Stop Terry: Virginia on Tuesday Is Ground Zero for the Democratic Party
By Al Giordano
I’m not sure which of these two scenarios would be worse for the future of the Democrats: Terry McAuliffe wins Tuesday’s primary for governor, and Independent voters, horrified, begin an exodus from their fairly recent Democratic voting patterns to bring a resurgence of the GOP in the Old Dominion, or that McAuliffe could win on Tuesday and then somehow pull off a general election victory to become a daily embarrassment to the national Democratic Party from his mansion in McLean, just a golf ball’s shot from Washington, DC.
As Nate Silver and Kos both note, Virginia voters may be solving this problem on their own. McAuliffe’s frontrunner status is crashing in the final stretch as one of his two primary rivals, Creigh Deeds, has overcome him in the aggregate of polls:
McAuliffe, still, can't be counted out. He has buckets of cash (there are no effective limits on the amount of money the super-rich can donate to a Virginia gubernatorial candidate), the backing of former president Bill Clinton and the considerable detritus of the Clinton machine. But in recent years McAuliffe has been on the wrong end of the two big revolts that paved the way for the Democratic Party to finally win again. As chairman of the Democratic National Committee, McAuliffe was overthrown by the insurgent candidacy of Howard Dean (paving the way for the 50 state strategy and so many other reforms). As finance chairman, and frequent TV surrogate, for the Clinton 2008 presidential campaign, McAuliffe continued to embody that fast-and-loose money-obsessed yuppie old guard of the Democratic Party of the last century that Obama and his community organizer and small donor army toppled in historic battle.
A McAuliffe victory on Tuesday would thus have repercussions beyond Virginia. It would announce to the nation that the party hasn't really changed, that 2008 was a mere abberation. It would strongly suggest that, hard as so many in it try, that what Howard Dean called “the democratic wing of the Democratic Party” will never be able to complete the clean-up of its worst, most corporate, elements. It would reestablish that those who nearly destroyed the Democratic Party in the 1990s are an incurable affliction, like herpes; and they will keep coming back as a big oozing sore on the lips to frighten swing voters away.
Not being a resident of Virginia, and not being an endorser of candidates, I don’t tell anybody else what to do or how to vote. And I don’t have strong feelings about McAuliffe’s primary opponents, State Senator Creigh Deeds and Brian Moran, a former member of the House of Delegates, except to warn of the danger that they split the anti-McAuliffe vote. Although it is my general sense that Moran is somewhat more liberal-progressive than Deeds, the overriding question here is which of them can best shovel the dirt onto McAuliffe’s political grave, saving the Commonwealth, the Republic and the Party from his disgraced and corrupted pay-to-play method of politics.
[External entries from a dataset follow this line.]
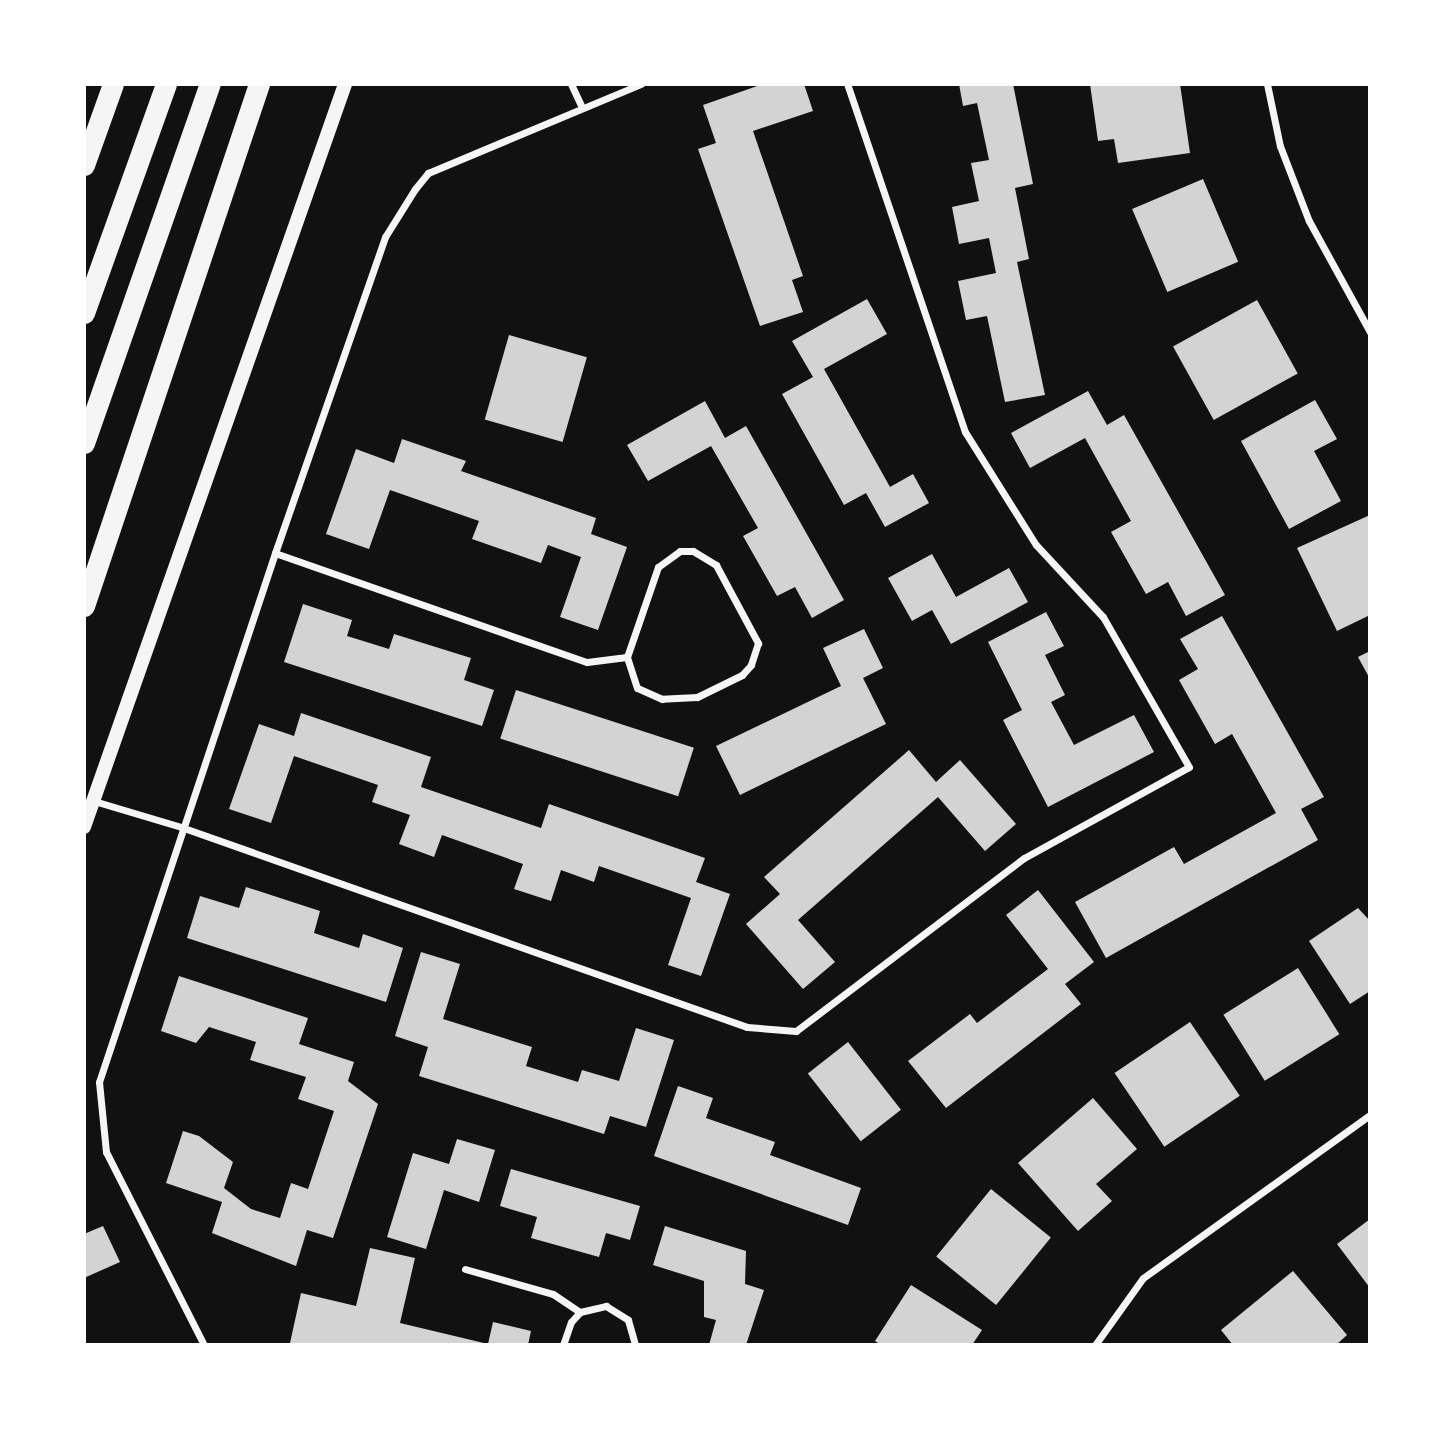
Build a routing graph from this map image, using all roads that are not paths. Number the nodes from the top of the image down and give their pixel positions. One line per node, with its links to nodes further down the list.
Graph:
1 (113, 84): 11 (highway)
2 (166, 84): 12 (highway)
3 (210, 84): 14 (highway)
4 (259, 84): 16 (highway)
5 (345, 84): 18 (main road)
6 (571, 84): 10 (street)
7 (640, 84): 10 (street)
8 (847, 84): 20 (street)
9 (1267, 84): 13 (street)
10 (581, 106): 15 (street)
11 (84, 165)
12 (84, 313)
13 (1370, 332)
14 (84, 443)
15 (275, 553): 17 (street); 20 (street)
16 (84, 606)
17 (627, 657): 17 (street)
18 (93, 801): 19 (main road); 20 (street)
19 (84, 827)
20 (181, 827): 24 (street)
21 (1370, 1115): 27 (street)
22 (465, 1269): 23 (street)
23 (580, 1312): 25 (street); 26 (street)
24 (204, 1345)
25 (563, 1345)
26 (635, 1345)
27 (1095, 1345)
The polling trends suggest Deeds is better positioned, and frankly, even if Moran were my bestest dearest lifetime friend, if I were a Virginia voter, I would right now be looking to Deeds as the emerging anti-Terry.
As readers know, I don’t comment much on state and local elections in the United States. It is only when they become of national import do they raise much interest from this corner. Shortly I’ll shine some light on another possible contest like that: explaining why US Rep. Carolyn Maloney (D-Manhattan) can safely disregard the reported pressures by the White House (Kabuki theater, though they may be!), the Clinton-Schumer machine, or anybody else to dissuade her from challenging appointed Senator Kirsten Gillibrand in this year’s Democratic primary; a battle Maloney can win, and also an important one for the continuing crusade for the heart and soul of the national Democratic Party.
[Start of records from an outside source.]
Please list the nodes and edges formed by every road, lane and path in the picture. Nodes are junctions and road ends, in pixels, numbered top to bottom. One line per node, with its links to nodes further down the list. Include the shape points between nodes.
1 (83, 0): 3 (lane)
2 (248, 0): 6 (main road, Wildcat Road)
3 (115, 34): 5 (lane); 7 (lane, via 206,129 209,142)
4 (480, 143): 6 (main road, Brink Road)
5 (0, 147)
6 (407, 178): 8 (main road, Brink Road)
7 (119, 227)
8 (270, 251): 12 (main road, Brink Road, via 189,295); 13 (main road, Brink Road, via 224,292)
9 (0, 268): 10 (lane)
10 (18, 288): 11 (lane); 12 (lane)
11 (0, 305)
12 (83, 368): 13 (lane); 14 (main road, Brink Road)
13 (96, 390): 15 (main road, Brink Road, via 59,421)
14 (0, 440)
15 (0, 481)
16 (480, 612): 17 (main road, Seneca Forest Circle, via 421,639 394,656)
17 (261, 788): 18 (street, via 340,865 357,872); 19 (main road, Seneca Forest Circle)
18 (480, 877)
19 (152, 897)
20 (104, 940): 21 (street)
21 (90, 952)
But first things first: On Tuesday, Virginia will be ground zero in the ongoing struggle to dump the dirty bath water from the Democratic Party tub. A defeat of McAuliffe in the primary would start the ball rolling for the 2010 midterm elections for the newly regenerated community organizer wing of the Democrats to continue advancing. It would encourage other candidates to step forward throughout the country to continue to challenge and defeat those that not too long ago crucified the party on a cross of special interests. Tuesday's lesson could be that one good Deeds deserves another…
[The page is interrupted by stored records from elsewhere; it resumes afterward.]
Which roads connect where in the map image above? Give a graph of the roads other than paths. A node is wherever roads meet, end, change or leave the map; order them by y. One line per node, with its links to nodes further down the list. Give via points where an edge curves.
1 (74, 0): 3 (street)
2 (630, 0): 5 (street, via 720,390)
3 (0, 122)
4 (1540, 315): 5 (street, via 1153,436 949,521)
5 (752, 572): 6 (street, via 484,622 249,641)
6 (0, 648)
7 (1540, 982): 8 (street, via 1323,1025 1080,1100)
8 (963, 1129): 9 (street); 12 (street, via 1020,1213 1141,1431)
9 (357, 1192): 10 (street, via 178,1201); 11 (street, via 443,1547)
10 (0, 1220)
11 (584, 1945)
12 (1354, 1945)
Monday Morning Update: The newest poll, from PPP, suggests that the scenario projected here on Friday is demonstrably happening: Deeds at 40 percent, McAuliffe 26 percent, Moran 24 percent.
McAuliffe's negatives are now as high as his favorables (40 percent in both categories) whereas Deeds enjoys a 57-14 percent fave-to-neg rating (Moran is doing well at 47-23, but his +24 is still overwhelmed by Deeds' +43). Also interesting: Where McAuliffe had, in previous polls, enjoyed a healthy lead among African-American voters, he's slipped significantly there and Deeds now virtually ties him among A-A voters. (That may be the downside of having Bill Clinton campaign for you so visibly in Virginia.)
Of course, in a low turnout election, field organization (that which determines who gets out to vote) will be more determinative than polls. Could still end up very very close.